Aim: To determine whether combination of metformin–sulphonylurea is associated with an increased risk of cardiovascular disease (CVD) and mortality in an urban community‐based cohort of type 2 patients. Methods: We studied 1271 (98.2%) of 1294 type 2 participants in the observational Fremantle Diabetes Study (mean age 64.2 years, 48.8% males) who had detailed diabetes‐specific therapy recorded at baseline and complete follow‐up data. Mortality and hospital discharge data were collected over 13 174 patient‐years (mean ± SD: 10.4 ± 3.9 years). Cox proportional hazards modelling was used to determine whether baseline diabetes treatments were independently associated with cardiovascular mortality, hospitalization for/death from CVD or all‐cause mortality after adjustment for other explanatory variables. Results: During follow‐up, 523 deaths occurred (41.1%) of which 269 (51.4%) were attributed to CVD. Hospitalization for CVD as principal diagnosis occurred at least once for 481 (37.8%) participants. In Kaplan–Meier analyses, there were significant differences in cardiovascular mortality, hospitalization for/death from CVD and all‐cause mortality between diabetes therapy groups (p < 0.001).

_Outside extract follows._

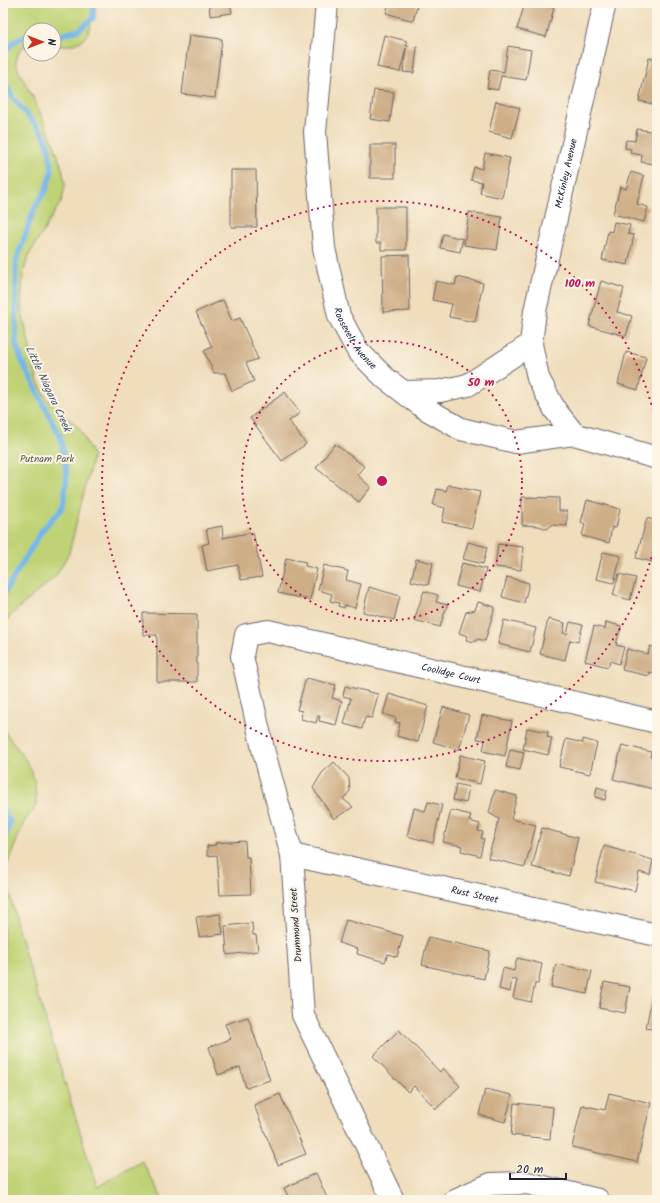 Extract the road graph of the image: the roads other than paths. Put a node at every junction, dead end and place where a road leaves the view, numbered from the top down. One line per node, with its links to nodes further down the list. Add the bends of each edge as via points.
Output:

Compared with diet and metformin monotherapy, those treated with metformin–sulphonylurea had higher cardiovascular and all‐cause mortality (p ≤ 0.024). Insulin users had significantly higher cardiovascular mortality, hospitalization for/death from CVD and all‐cause mortality than those on combination therapy (p ≤ 0.016). After adjustment for significant variables in the most parsimonious models, diabetes treatment was not independently associated with any of the three study endpoints (p ≥ 0.49). Conclusions: Combination metformin–sulphonylurea appears as safe as other blood glucose‐lowering therapies used for type 2 diabetes.